Dataset content below:

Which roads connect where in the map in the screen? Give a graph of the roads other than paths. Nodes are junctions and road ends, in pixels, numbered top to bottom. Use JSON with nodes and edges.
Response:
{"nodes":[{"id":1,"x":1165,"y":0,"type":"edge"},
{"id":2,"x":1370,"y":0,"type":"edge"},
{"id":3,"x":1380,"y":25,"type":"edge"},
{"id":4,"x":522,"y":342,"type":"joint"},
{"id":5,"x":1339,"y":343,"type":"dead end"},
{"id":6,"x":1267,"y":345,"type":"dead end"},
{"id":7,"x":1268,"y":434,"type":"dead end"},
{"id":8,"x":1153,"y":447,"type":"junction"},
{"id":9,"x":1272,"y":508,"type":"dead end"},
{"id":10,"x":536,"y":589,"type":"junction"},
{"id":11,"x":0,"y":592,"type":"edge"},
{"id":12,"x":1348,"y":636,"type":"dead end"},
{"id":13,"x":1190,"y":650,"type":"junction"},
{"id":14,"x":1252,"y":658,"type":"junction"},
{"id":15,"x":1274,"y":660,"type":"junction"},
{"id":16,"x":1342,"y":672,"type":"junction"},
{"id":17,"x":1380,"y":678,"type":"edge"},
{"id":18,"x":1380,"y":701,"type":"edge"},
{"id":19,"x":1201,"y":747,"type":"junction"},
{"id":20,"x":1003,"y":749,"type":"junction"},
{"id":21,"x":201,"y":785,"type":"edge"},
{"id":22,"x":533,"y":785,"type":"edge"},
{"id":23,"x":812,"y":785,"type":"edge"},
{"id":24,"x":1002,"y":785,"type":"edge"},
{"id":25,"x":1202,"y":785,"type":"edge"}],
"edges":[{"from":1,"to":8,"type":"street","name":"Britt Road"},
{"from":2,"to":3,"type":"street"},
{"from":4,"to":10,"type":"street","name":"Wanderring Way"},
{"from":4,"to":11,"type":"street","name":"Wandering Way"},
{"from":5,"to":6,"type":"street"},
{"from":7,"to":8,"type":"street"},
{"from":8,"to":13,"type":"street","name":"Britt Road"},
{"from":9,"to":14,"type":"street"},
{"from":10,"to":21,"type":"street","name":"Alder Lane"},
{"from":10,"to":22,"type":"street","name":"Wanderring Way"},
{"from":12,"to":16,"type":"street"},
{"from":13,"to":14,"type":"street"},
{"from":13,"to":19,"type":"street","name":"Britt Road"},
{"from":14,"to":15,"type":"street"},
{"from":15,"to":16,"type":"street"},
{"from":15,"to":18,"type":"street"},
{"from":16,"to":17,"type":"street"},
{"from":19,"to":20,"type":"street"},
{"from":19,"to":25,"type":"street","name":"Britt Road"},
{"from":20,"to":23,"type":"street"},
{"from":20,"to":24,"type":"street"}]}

End of Dataset content.

Restate every record verbatim.

_Exercise answer_
Which roads connect where in the map in the screen? Give a graph of the roads other than paths. Nodes are junctions and road ends, in pixels, numbered top to bottom. Use JSON with nodes and edges.
Response:
{"nodes":[{"id":1,"x":1165,"y":0,"type":"edge"},
{"id":2,"x":1370,"y":0,"type":"edge"},
{"id":3,"x":1380,"y":25,"type":"edge"},
{"id":4,"x":522,"y":342,"type":"joint"},
{"id":5,"x":1339,"y":343,"type":"dead end"},
{"id":6,"x":1267,"y":345,"type":"dead end"},
{"id":7,"x":1268,"y":434,"type":"dead end"},
{"id":8,"x":1153,"y":447,"type":"junction"},
{"id":9,"x":1272,"y":508,"type":"dead end"},
{"id":10,"x":536,"y":589,"type":"junction"},
{"id":11,"x":0,"y":592,"type":"edge"},
{"id":12,"x":1348,"y":636,"type":"dead end"},
{"id":13,"x":1190,"y":650,"type":"junction"},
{"id":14,"x":1252,"y":658,"type":"junction"},
{"id":15,"x":1274,"y":660,"type":"junction"},
{"id":16,"x":1342,"y":672,"type":"junction"},
{"id":17,"x":1380,"y":678,"type":"edge"},
{"id":18,"x":1380,"y":701,"type":"edge"},
{"id":19,"x":1201,"y":747,"type":"junction"},
{"id":20,"x":1003,"y":749,"type":"junction"},
{"id":21,"x":201,"y":785,"type":"edge"},
{"id":22,"x":533,"y":785,"type":"edge"},
{"id":23,"x":812,"y":785,"type":"edge"},
{"id":24,"x":1002,"y":785,"type":"edge"},
{"id":25,"x":1202,"y":785,"type":"edge"}],
"edges":[{"from":1,"to":8,"type":"street","name":"Britt Road"},
{"from":2,"to":3,"type":"street"},
{"from":4,"to":10,"type":"street","name":"Wanderring Way"},
{"from":4,"to":11,"type":"street","name":"Wandering Way"},
{"from":5,"to":6,"type":"street"},
{"from":7,"to":8,"type":"street"},
{"from":8,"to":13,"type":"street","name":"Britt Road"},
{"from":9,"to":14,"type":"street"},
{"from":10,"to":21,"type":"street","name":"Alder Lane"},
{"from":10,"to":22,"type":"street","name":"Wanderring Way"},
{"from":12,"to":16,"type":"street"},
{"from":13,"to":14,"type":"street"},
{"from":13,"to":19,"type":"street","name":"Britt Road"},
{"from":14,"to":15,"type":"street"},
{"from":15,"to":16,"type":"street"},
{"from":15,"to":18,"type":"street"},
{"from":16,"to":17,"type":"street"},
{"from":19,"to":20,"type":"street"},
{"from":19,"to":25,"type":"street","name":"Britt Road"},
{"from":20,"to":23,"type":"street"},
{"from":20,"to":24,"type":"street"}]}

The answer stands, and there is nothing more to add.